Edition No.22 Why Are Machine Learning and Deep Learning Difficult?

#Digital

2018.08.24

0 LIKE

533 VIEW

메일 공유
https://stories.amorepacific.com/en/edition-no22-why-are-ma

ColumnistKim Haksin
Digital IT Innovation Team

# Intro

They say AI will change everything. Artificial Intelligence or AI has penetrated various aspects of our lives, providing new customer experiences we have yet to have seen before and easily solving problems that were unsolvable until now. For instance, it is expected that AI will be utilized in more and more areas such as enabling us to automate simple and repetitive manual labor or making predictions of the future based on data, or even understanding unstructured data (texts, images, etc.). At the core of AI lies machine learning and deep learning, which is based on the concept of the human brain neural network. And these are becoming a bigger part of our lives.

Through Amorepacific's new program, Theme Hyecho, I had the opportunity to experience first-hand Amazon's various AI services, which are expected to be combined to many aspects from B2C perspective. I also learned about machine learning and deep learning from beginning to end. Although it was only a short period of 3 months and it was probably too short to have understood everything about machine learning and deep learning, the journey of understanding these technologies was a process of solving challenges from the start until the very end. Through my experience, I learned why machine learning and deep learning are difficult. And based on my experience, I would like to share with you why that is.

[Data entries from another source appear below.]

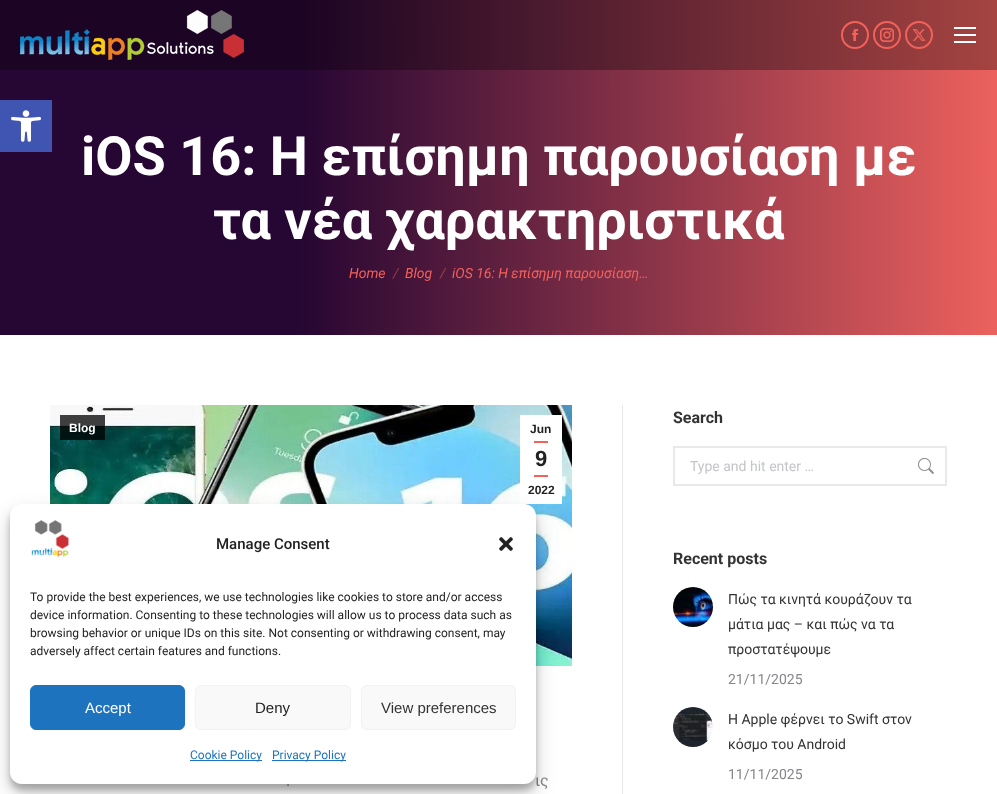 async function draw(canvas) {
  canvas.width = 997
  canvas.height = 794
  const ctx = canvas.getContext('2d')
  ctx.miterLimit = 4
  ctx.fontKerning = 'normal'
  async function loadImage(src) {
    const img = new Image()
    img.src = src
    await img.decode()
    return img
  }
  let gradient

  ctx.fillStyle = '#fff'
  ctx.fillRect(0, 0, 997, 794)
  gradient = ctx.createLinearGradient(0, 168, 997, 167)
  gradient.addColorStop(0.3, '#260633')
  gradient.addColorStop(1, '#ec615d')
  ctx.fillStyle = gradient
  ctx.fillRect(0, 70, 997, 265)
  ctx.fillStyle = '#4054b2'
  ctx.fillRect(0, 100, 52, 52)
  ctx.drawImage(await loadImage('image0.png'), 11, 110, 30, 32)
  gradient = ctx.createLinearGradient(0, 168, 997, 167)
  gradient.addColorStop(0.3, '#1b0424')
  gradient.addColorStop(1, '#a54441')
  ctx.fillStyle = gradient
  ctx.fillRect(0, 0, 997, 70)
  ctx.drawImage(await loadImage('image1.png'), 20, 10, 224, 50)
  ctx.beginPath()
  ctx.arc(855, 35, 13, 0, 2 * Math.PI)
  ctx.strokeStyle = '#f3615a'
  ctx.lineWidth = 2
  ctx.stroke()
  ctx.drawImage(await loadImage('image2.png'), 852, 29, 6, 12)
  ctx.beginPath()
  ctx.arc(887, 35, 13, 0, 2 * Math.PI)
  ctx.stroke()
  ctx.drawImage(await loadImage('image3.png'), 880, 28, 14, 14)
  ctx.beginPath()
  ctx.arc(919, 35, 13, 0, 2 * Math.PI)
  ctx.stroke()
  ctx.drawImage(await loadImage('image4.png'), 912, 29, 14, 12)
  ctx.fillStyle = '#fff'
  ctx.fillRect(954, 27, 22, 2)
  ctx.fillRect(954, 34, 22, 2)
  ctx.fillRect(954, 41, 22, 2)
  ctx.font = 'bold 54px Roboto'
  ctx.fillText('iOS 16: Η επίσημη παρουσίαση με', 81, 175)
  ctx.fillText('τα νέα χαρακτηριστικά', 213, 239)
  ctx.font = 'italic 14px Roboto'
  ctx.fillStyle = '#f3615a'
  ctx.fillText('Home', 349, 278)
  ctx.fillStyle = '#9a3a4a'
  ctx.fillText('/', 393, 278)
  ctx.fillStyle = '#f3615a'
  ctx.fillText('Blog', 405, 278)
  ctx.fillStyle = '#a13d4b'
  ctx.fillText('/', 440, 278)
  ctx.fillStyle = '#f3615a'
  ctx.fillText('iOS 16: Η επίσημη παρουσίαση…', 452, 278)
  ctx.drawImage(await loadImage('image5.png'), 50, 405, 522, 261)
  ctx.fillStyle = '#000000bf'
  ctx.fillRect(60, 415, 45, 25)
  ctx.font = 'bold 12px Liberation Sans'
  ctx.fillStyle = '#fff'
  ctx.fillText('Blog', 69, 432)
  ctx.fillRect(520, 415, 42, 89)
  ctx.fillStyle = '#222'
  ctx.fillText('Jun', 530, 433)
  ctx.fillStyle = '#f3615a'
  ctx.fillRect(534, 441, 14, 2)
  ctx.font = 'bold 22px Liberation Sans'
  ctx.fillStyle = '#222'
  ctx.fillText('9', 535, 466)
  ctx.fillStyle = '#f3615a'
  ctx.fillRect(534, 475, 14, 2)
  ctx.font = 'bold 12px Liberation Sans'
  ctx.fillStyle = '#222'
  ctx.fillText('2022', 528, 494)
  ctx.font = '16px Roboto'
  ctx.fillStyle = '#85868c'
  ctx.fillText('.', 286, 786)
  ctx.fillText('ις', 535, 786)
  ctx.fillStyle = '#e7e7e7'
  ctx.fillRect(622, 405, 1, 389)
  ctx.font = 'bold 16px Roboto'
  ctx.fillStyle = '#333'
  ctx.fillText('Search', 673, 423)
  ctx.beginPath()
  ctx.rect(674, 447, 272, 38)
  ctx.strokeStyle = '#e9e9e9'
  ctx.stroke()
  ctx.font = '14px Roboto'
  ctx.fillStyle = '#c4c5c9'
  ctx.fillText('Type and hit enter …', 690, 471)
  ctx.drawImage(await loadImage('image6.png'), 918, 458, 16, 16)
  ctx.font = 'bold 16px Roboto'
  ctx.fillStyle = '#333'
  ctx.fillText('Recent posts', 673, 564)
  ctx.drawImage(await loadImage('image7.png'), 673, 587, 40, 40)
  ctx.font = '14px Roboto'
  ctx.fillText('Πώς τα κινητά κουράζουν τα', 728, 604)
  ctx.fillText('μάτια μας – και πώς να τα', 728, 629)
  ctx.fillText('προστατέψουμε', 728, 654)
  ctx.fillStyle = '#85868c'
  ctx.fillText('21/11/2025', 728, 684)
  ctx.drawImage(await loadImage('image8.png'), 673, 707, 40, 40)
  ctx.fillStyle = '#333'
  ctx.fillText('Η Apple φέρνει το Swift στον', 728, 724)
  ctx.fillText('κόσμο του Android', 728, 749)
  ctx.fillStyle = '#85868c'
  ctx.fillText('11/11/2025', 728, 779)
  ctx.fillStyle = '#0000003b'
  ctx.filter = 'blur(3px)'
  ctx.beginPath()
  ctx.roundRect(10, 510, 526, 280, 12)
  ctx.fill()
  ctx.filter = 'none'
  ctx.fillStyle = '#00000030'
  ctx.filter = 'blur(10px)'
  ctx.beginPath()
  ctx.roundRect(10, 514, 526, 280, 12)
  ctx.fill()
  ctx.filter = 'none'
  ctx.fillStyle = '#fff'
  ctx.beginPath()
  ctx.roundRect(10, 504, 526, 280, 12)
  ctx.fill()
  ctx.drawImage(await loadImage('image9.png'), 31, 520, 39, 37)
  ctx.font = '500 15px Roboto'
  ctx.fillStyle = '#222'
  ctx.fillText('Manage Consent', 216, 549)
  ctx.drawImage(await loadImage('image10.png'), 499, 537, 14, 14)
  ctx.font = '12px Roboto'
  ctx.fillText('To provide the best experiences, we use technologies like cookies to store and/or access', 30, 601)
  ctx.fillText('device information. Consenting to these technologies will allow us to process data such as', 30, 619)
  ctx.fillText('browsing behavior or unique IDs on this site. Not consenting or withdrawing consent, may', 30, 637)
  ctx.fillText('adversely affect certain features and functions.', 30, 655)
  ctx.fillStyle = '#1e73be'
  ctx.beginPath()
  ctx.roundRect(30.5, 685.5, 154, 44, 5.5)
  ctx.fill()
  ctx.strokeStyle = '#1e73be'
  ctx.lineWidth = 1
  ctx.stroke()
  ctx.font = '15px Liberation Sans'
  ctx.fillStyle = '#fff'
  ctx.fillText('Accept', 85, 713)
  ctx.fillStyle = '#f9f9f9'
  ctx.beginPath()
  ctx.roundRect(195.5, 685.5, 155, 44, 5.5)
  ctx.fill()
  ctx.strokeStyle = '#f2f2f2'
  ctx.stroke()
  ctx.fillStyle = '#222'
  ctx.fillText('Deny', 255, 713)
  ctx.fillStyle = '#f9f9f9'
  ctx.beginPath()
  ctx.roundRect(361.5, 685.5, 154, 44, 5.5)
  ctx.fill()
  ctx.stroke()
  ctx.fillStyle = '#333'
  ctx.fillText('View preferences', 381, 713)
  ctx.fillStyle = '#1e73be'
  ctx.fillRect(190, 760, 72, 1)
  ctx.font = '12px Roboto'
  ctx.fillText('Cookie Policy', 190, 759)
  ctx.fillRect(272, 760, 74, 1)
  ctx.fillText('Privacy Policy', 272, 759)
}

draw(document.querySelector('canvas'))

Categories of Machine Learning
Source : https://swalloow.github.io/pyml-intro1

# Why is machine learning difficult

1. Data problems

Machine learning and deep learning are about creating a model (function) that gets closer to the answer or solution by learning repeatedly based on data. Because it learns from data and the model is built based on data, the outcome may be completely different depending on the given data. Therefore, it is no exaggeration to say that the quality of data defines the outcome of machine learning and deep learning. Then, what is high quality data? We can identify high quality data in two perspectives. First, data quality and second, data volume. When I asked what qualifies as good data quality, people at Amazon replied, "Good data must have continuity, with no missing data and should be consistent." I also was told that "there should be significant and good data on the problem you seek to solve through machine learning or deep learning." Second, data volume. Machine learning and deep learning require a significant amount of data. For example, let's say you would like to develop a model that categorizes images. Required data may vary depending on how many categories you want to group images into, but you need dozens if not hundreds of images for just one object.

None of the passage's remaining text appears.